Q: Is it unusual for copy editing to lead to other positions at a newspaper? Most of my experience is in copy editing (and I have a Dow Jones Newspaper Fund internship on my résumé), but somewhere down the line I might like to do some reporting as well. How can I improve my prospects while at
the copy desk?
A: The copy desk can be a great platform leading to other departments, often in first-line supervision. A copy editor who is proficient and line editing, and who is obviously in tune with the newspaper and exhibits good news judgment can be a godsend for the business news, features, local news or nation/world staffs.

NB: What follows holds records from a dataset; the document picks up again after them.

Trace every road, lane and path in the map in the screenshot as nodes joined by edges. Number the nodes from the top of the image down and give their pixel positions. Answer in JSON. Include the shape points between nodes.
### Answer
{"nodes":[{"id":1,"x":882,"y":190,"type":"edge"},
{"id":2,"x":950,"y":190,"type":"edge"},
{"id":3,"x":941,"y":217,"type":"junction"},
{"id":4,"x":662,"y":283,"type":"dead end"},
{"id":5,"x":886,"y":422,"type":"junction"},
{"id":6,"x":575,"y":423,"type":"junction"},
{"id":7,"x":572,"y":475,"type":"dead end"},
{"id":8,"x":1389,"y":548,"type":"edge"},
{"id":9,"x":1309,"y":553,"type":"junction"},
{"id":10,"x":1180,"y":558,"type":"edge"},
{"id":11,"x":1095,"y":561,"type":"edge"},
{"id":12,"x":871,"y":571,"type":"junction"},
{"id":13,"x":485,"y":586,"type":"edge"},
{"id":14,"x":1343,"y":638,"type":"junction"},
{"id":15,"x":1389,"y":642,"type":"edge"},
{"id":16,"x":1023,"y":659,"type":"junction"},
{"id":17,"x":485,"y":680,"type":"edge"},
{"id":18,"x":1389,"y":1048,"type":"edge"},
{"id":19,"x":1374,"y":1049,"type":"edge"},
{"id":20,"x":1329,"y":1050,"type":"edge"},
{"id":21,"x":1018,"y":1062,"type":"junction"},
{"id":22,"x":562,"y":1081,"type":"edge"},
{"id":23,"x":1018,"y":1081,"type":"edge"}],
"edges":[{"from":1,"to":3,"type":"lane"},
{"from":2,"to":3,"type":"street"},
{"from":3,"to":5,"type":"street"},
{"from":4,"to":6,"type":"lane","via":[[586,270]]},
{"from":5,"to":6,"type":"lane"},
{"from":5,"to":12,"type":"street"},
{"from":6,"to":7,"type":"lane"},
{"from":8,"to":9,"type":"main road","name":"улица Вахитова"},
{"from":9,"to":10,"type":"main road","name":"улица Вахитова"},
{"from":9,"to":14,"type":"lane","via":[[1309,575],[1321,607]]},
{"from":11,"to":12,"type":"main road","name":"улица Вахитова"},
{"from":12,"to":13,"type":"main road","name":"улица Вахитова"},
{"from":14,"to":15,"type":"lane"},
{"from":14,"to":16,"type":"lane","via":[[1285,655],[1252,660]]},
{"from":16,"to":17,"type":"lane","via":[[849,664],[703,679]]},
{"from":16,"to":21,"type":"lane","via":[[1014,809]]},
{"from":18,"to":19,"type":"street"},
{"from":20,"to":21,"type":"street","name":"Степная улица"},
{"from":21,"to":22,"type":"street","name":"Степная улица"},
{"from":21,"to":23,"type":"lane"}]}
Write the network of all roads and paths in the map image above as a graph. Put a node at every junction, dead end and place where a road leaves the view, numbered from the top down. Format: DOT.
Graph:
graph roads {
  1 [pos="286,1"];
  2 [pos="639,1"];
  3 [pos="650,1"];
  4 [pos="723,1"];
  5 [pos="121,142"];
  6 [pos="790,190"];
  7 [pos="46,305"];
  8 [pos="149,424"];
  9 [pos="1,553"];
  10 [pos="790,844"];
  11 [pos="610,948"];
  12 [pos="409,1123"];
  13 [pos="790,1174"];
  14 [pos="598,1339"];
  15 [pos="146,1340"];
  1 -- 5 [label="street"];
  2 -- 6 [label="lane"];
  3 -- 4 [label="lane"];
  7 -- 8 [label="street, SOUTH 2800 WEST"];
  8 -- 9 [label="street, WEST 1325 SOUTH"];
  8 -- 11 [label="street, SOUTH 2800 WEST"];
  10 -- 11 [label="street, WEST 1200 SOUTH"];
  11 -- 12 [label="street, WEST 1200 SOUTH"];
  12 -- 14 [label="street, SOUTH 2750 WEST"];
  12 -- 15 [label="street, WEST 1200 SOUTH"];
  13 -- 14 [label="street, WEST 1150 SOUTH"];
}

The trick is to get the newspaper to see you as more than “just a copy editor.” Do this by showing some initiative to improve things outside your immediate job. Serve on task forces and committees (At a lot of papers, this will mean coming in before the copy desk shift starts.) Look for opportunities to be the lead copy editor on the newspaper’s most ambitious projects. Try to get involved early in them. Work into a leadership role on the desk, such as slotting.
Ask your paper to let you cross train for a few weeks in the job you have in mind. This will give you a chance to experience it and a chance to show what you can do—or still need to learn. A cross-train should not be a tryout, but an opportunity to experience something new. That way, there is no shame in returning to your job. It’s simply the expected result.
As jobs within reach come open, apply for them. Be reasonable, but don’t wait until a job comes open that you know you can get. The point is to get into career discussions with editors so that their image of you grows. The first time you apply to be an assistant city editor, they might be caught by surprise. If your ideas are good, though, and you’ve shown in your newsroom conversations that you have the demeanor and potential to coach and to lead, they’ll be looking for you the next time there is an opening.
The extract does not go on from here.